茂木 ドロ汚れは、汚れがかたまりのまま繊維にこびりついた状態なので、多めに洗剤を入れたからといって落ちることはありません。逆に洗剤を多く入れすぎると、泡が立ちすぎてその泡が汚れを保護する方にまわって、繊維から汚れが出づらくなってしまうため、かえって汚れが落ちにくくなってしまいます。
ドロ汚れを落とすポイントは、2つあります。1つは、液体洗剤より洗浄力の高い粉末洗剤を使うこと。そしてもう1つは水の温度です。
洗濯の手順としては、まず、弱アルカリ性の洗濯用液体洗剤と水を1対1で混ぜたプレウォッシュ液を吹き付けたあと、汚れの目立つ部分を洗濯ブラシでトントンと叩いて15分放置します。次に、40℃以上のお湯に粉末洗剤を溶かし、30分~1時間ほど「つけ置き」したあと、洗濯機で1分ほど脱水。その後、普段通りに洗濯機で洗えば、驚くほどきれいになります。もし、ブラシだけで完全に汚れが落ちない場合は、つけ置きの段階でもしっかり手でもみ洗いすれば、きれいになると思います。
濡れた状態は繊維がいちばん弱っている
――つけ置きのあと、そのまま洗濯機に入れてはいけないのですか? なぜわざわざ脱水が必要なのでしょうか。

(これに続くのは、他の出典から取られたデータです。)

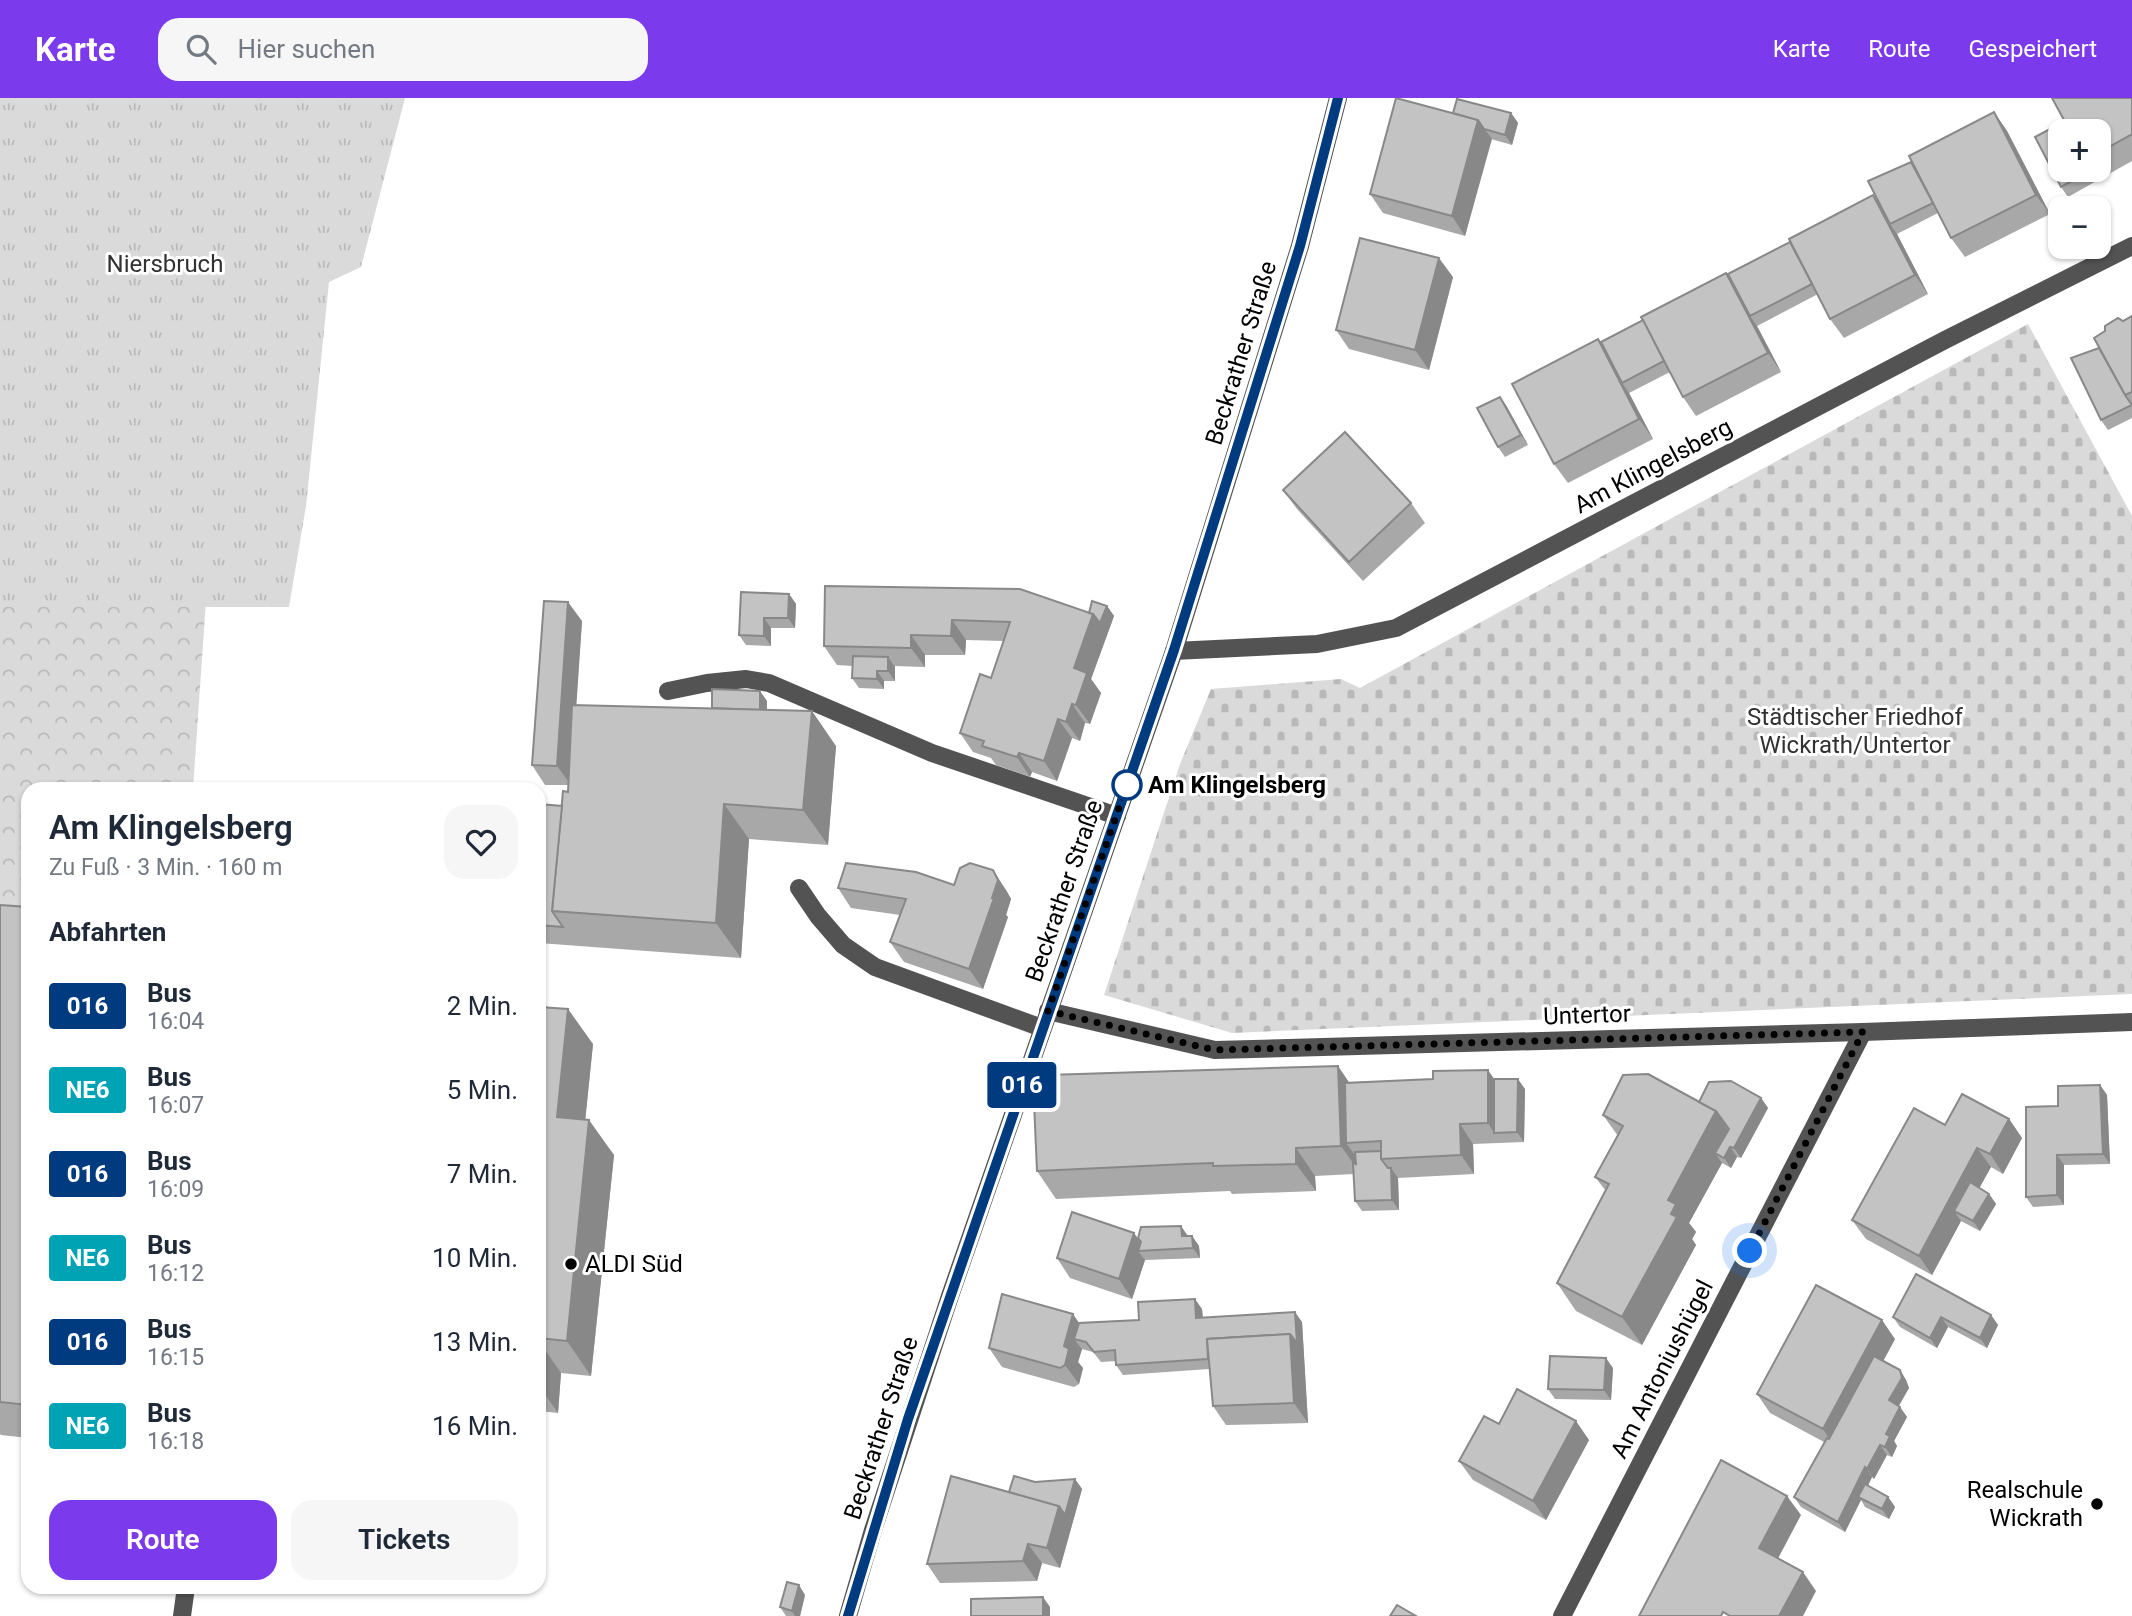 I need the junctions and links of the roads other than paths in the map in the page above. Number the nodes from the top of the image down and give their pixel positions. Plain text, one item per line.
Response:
1 (1338, 98) edge
2 (2132, 246) edge
3 (1174, 650) junction
4 (668, 691) dead end
5 (1117, 816) junction
6 (799, 888) dead end
7 (1045, 1020) junction
8 (2132, 1022) edge
9 (1863, 1032) junction
10 (185, 1594) edge
11 (182, 1616) edge
12 (848, 1616) edge
13 (1562, 1616) edge

1 - 3 street, Beckrather Straße
2 - 3 street, Am Klingelsberg
3 - 5 street, Beckrather Straße
4 - 5 street
5 - 7 street, Beckrather Straße
6 - 7 street, Untertor
7 - 9 street, Untertor
7 - 12 street, Beckrather Straße
8 - 9 street, Untertor
9 - 13 street, Am Antoniushügel
10 - 11 street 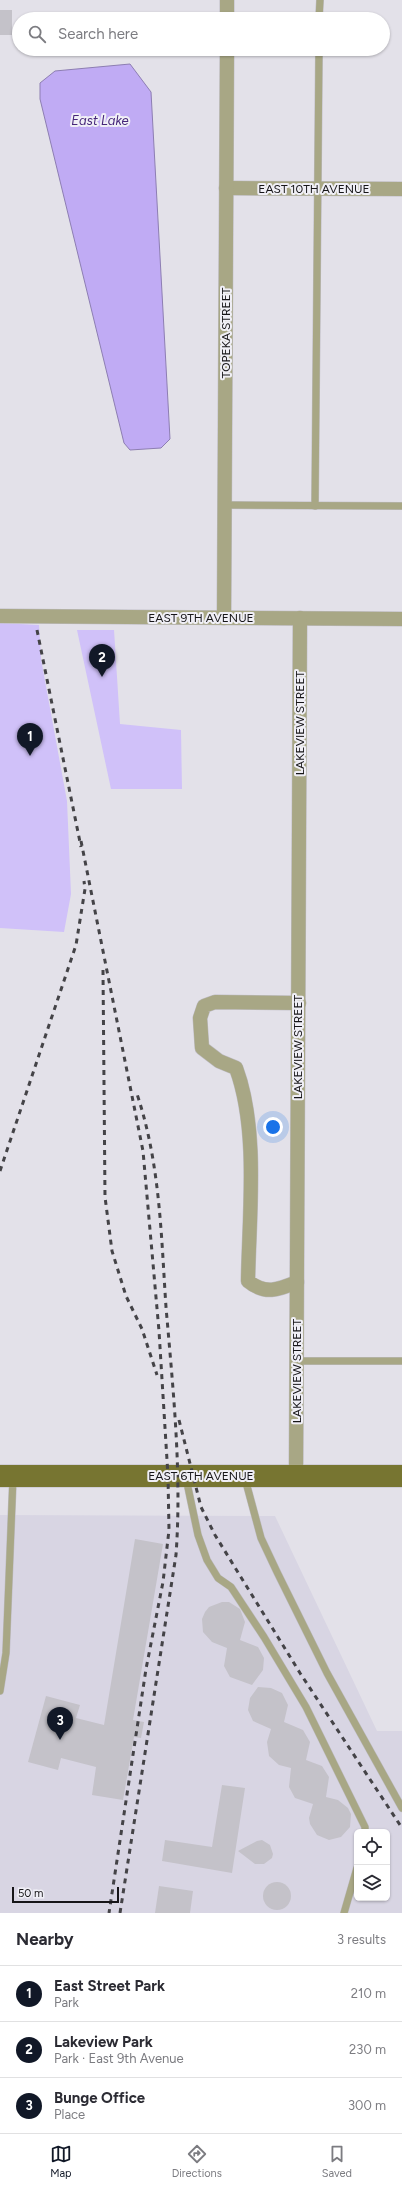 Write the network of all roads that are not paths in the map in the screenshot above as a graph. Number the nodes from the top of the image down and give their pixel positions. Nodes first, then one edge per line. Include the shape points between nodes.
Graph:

茂木 つけ置きは汚れを浮かせますが、「脱水」は、その汚れを衣類から離す役割なんです。それと、衣類は水に濡れている時がいちばん傷むから、できるだけ水に浸かる時間は短いほうがよいです。タテ型洗濯機ならつけ置きした洗剤液ごと洗濯槽に流し入れてもいいのですが、叩き洗いで汚れを落とすドラム式では、より生地が傷みやすくなります。

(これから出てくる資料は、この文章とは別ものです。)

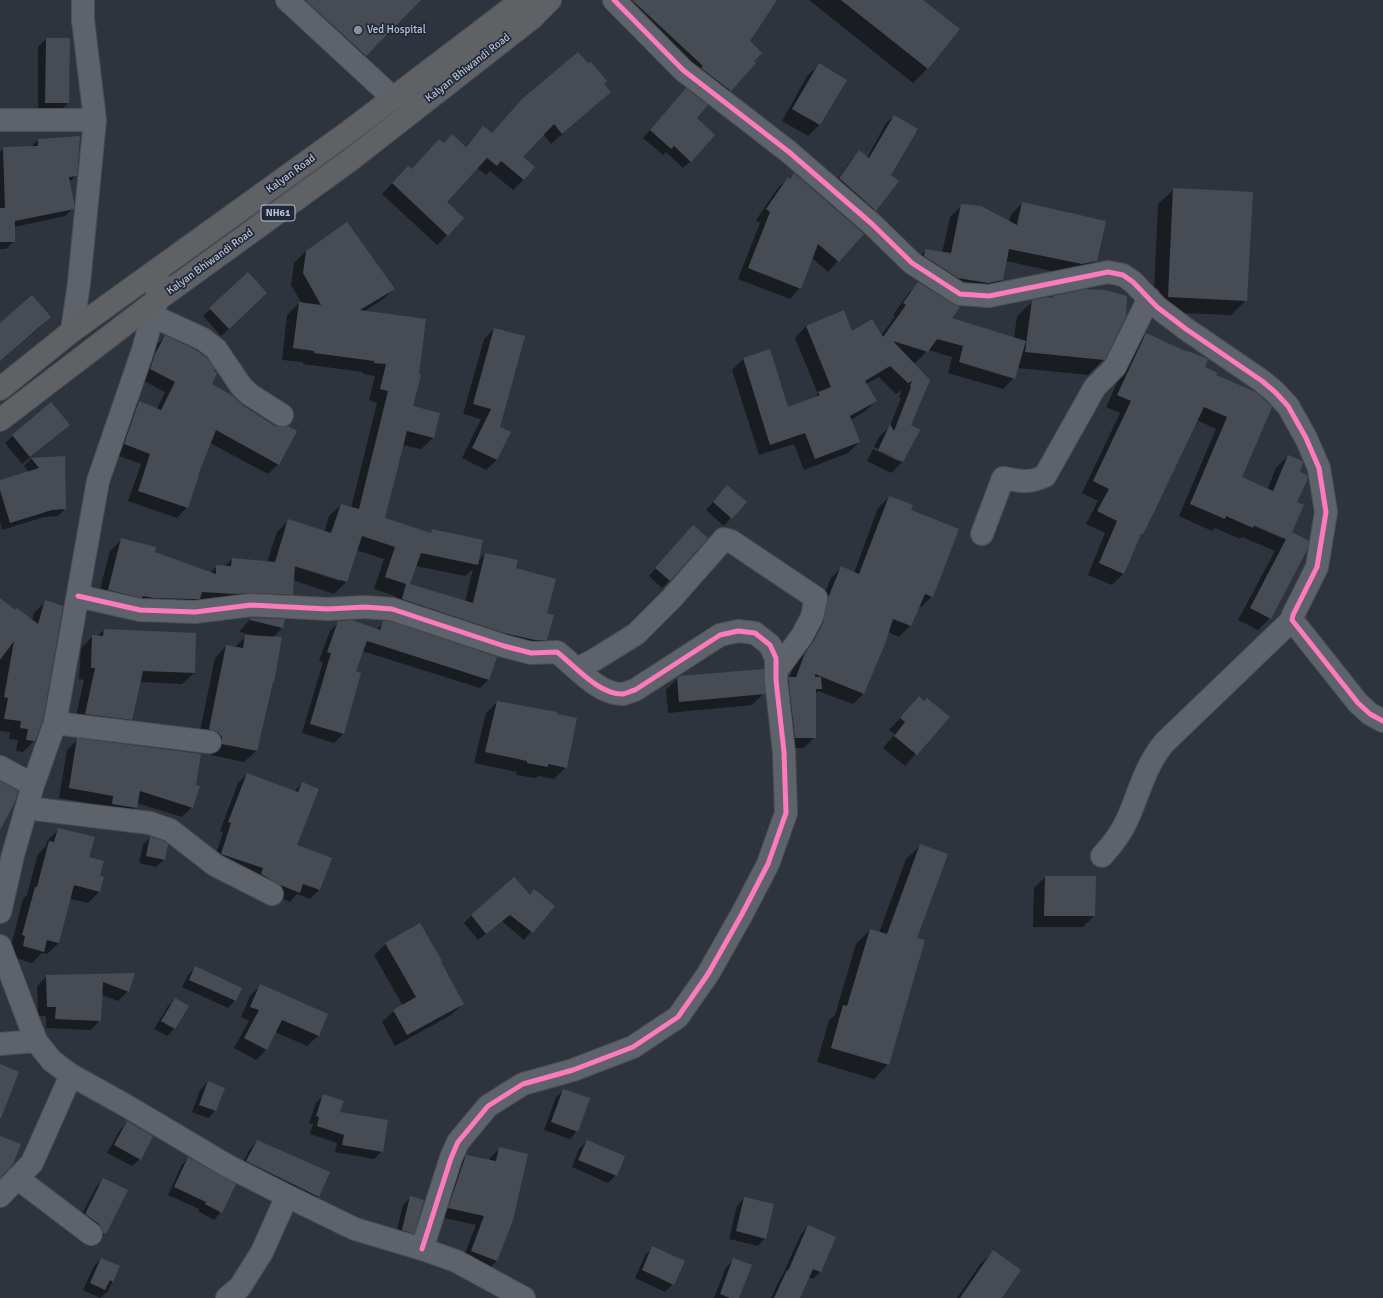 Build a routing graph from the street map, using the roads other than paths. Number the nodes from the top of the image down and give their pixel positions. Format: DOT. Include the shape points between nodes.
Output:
graph roads {
  1 [pos="83,0"];
  2 [pos="287,0"];
  3 [pos="522,0"];
  4 [pos="550,0"];
  5 [pos="614,0"];
  6 [pos="393,98"];
  7 [pos="0,120"];
  8 [pos="96,120"];
  9 [pos="158,270"];
  10 [pos="1149,298"];
  11 [pos="155,308"];
  12 [pos="72,331"];
  13 [pos="0,389"];
  14 [pos="282,415"];
  15 [pos="0,420"];
  16 [pos="982,534"];
  17 [pos="78,596"];
  18 [pos="1292,620"];
  19 [pos="577,669"];
  20 [pos="776,671"];
  21 [pos="1383,721"];
  22 [pos="54,722"];
  23 [pos="210,742"];
  24 [pos="0,767"];
  25 [pos="33,786"];
  26 [pos="27,808"];
  27 [pos="1102,856"];
  28 [pos="272,894"];
  29 [pos="0,912"];
  30 [pos="0,946"];
  31 [pos="36,1041"];
  32 [pos="0,1044"];
  33 [pos="71,1075"];
  34 [pos="17,1178"];
  35 [pos="0,1196"];
  36 [pos="287,1196"];
  37 [pos="91,1234"];
  38 [pos="422,1248"];
  39 [pos="227,1298"];
  40 [pos="524,1298"];
  1 -- 8 [label="street" via="83,20"];
  2 -- 6 [label="street"];
  3 -- 6 [label="highway, Kalyan Road / NH61"];
  4 -- 11 [label="highway, Kalyan Bhiwandi Road / NH61" via="532,18 349,161"];
  5 -- 10 [label="street" via="683,70 789,152 872,224 912,263 960,294 989,296 1108,272 1123,275"];
  6 -- 9 [label="highway, Kalyan Road / NH61"];
  7 -- 8 [label="street"];
  8 -- 12 [label="street"];
  9 -- 11 [label="street"];
  9 -- 12 [label="highway, Kalyan Road / NH61"];
  10 -- 16 [label="street" via="1115,368 1095,387 1045,476 1033,481 1004,478"];
  10 -- 18 [label="street" via="1186,330 1276,392 1288,406 1306,438 1319,468 1326,512 1317,566"];
  11 -- 14 [label="street" via="216,349 249,394"];
  11 -- 15 [label="highway, Kalyan Bhiwandi Road / NH61"];
  11 -- 17 [label="street" via="144,350 98,481"];
  12 -- 13 [label="highway, Kalyan Road / NH61"];
  17 -- 19 [label="street" via="140,610 195,612 251,605 328,609 392,608 518,650 531,653 557,652"];
  17 -- 22 [label="street"];
  18 -- 21 [label="street" via="1358,703"];
  18 -- 27 [label="street" via="1156,752 1127,821"];
  19 -- 20 [label="street" via="606,691 623,694 635,690 720,635 738,631 755,633 770,645 776,658"];
  19 -- 20 [label="street" via="636,634 724,539 731,541 816,598 812,617 802,636"];
  20 -- 38 [label="street" via="784,752 786,812 768,864 708,974 678,1017 633,1048 573,1070 523,1084 488,1106 458,1142"];
  22 -- 23 [label="street"];
  22 -- 25 [label="street"];
  24 -- 25 [label="street"];
  25 -- 26 [label="street"];
  26 -- 28 [label="street" via="150,822 170,830 215,865"];
  26 -- 29 [label="street"];
  30 -- 31 [label="street"];
  31 -- 32 [label="street"];
  31 -- 33 [label="street" via="52,1061"];
  33 -- 34 [label="street" via="32,1163"];
  33 -- 36 [label="street" via="228,1166"];
  34 -- 35 [label="street"];
  34 -- 37 [label="street"];
  36 -- 38 [label="street" via="355,1229"];
  36 -- 39 [label="street" via="262,1252 240,1287"];
  38 -- 40 [label="street" via="456,1261"];
}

「乾燥機を使うと生地が傷む」という話もよく聞きますが、これも水に濡れた状態でいきなり熱をかけるからです。濡れた状態は繊維がいちばん弱っています。そこに熱を与えるから、縮んだり、伸びたり、傷んで毛玉になったりしてしまうのです。乾燥機を使う場合は、6~7割部屋干ししてそのあと乾燥機にかける、ゆるやかに熱を加えるやり方が、服のためにはベストです。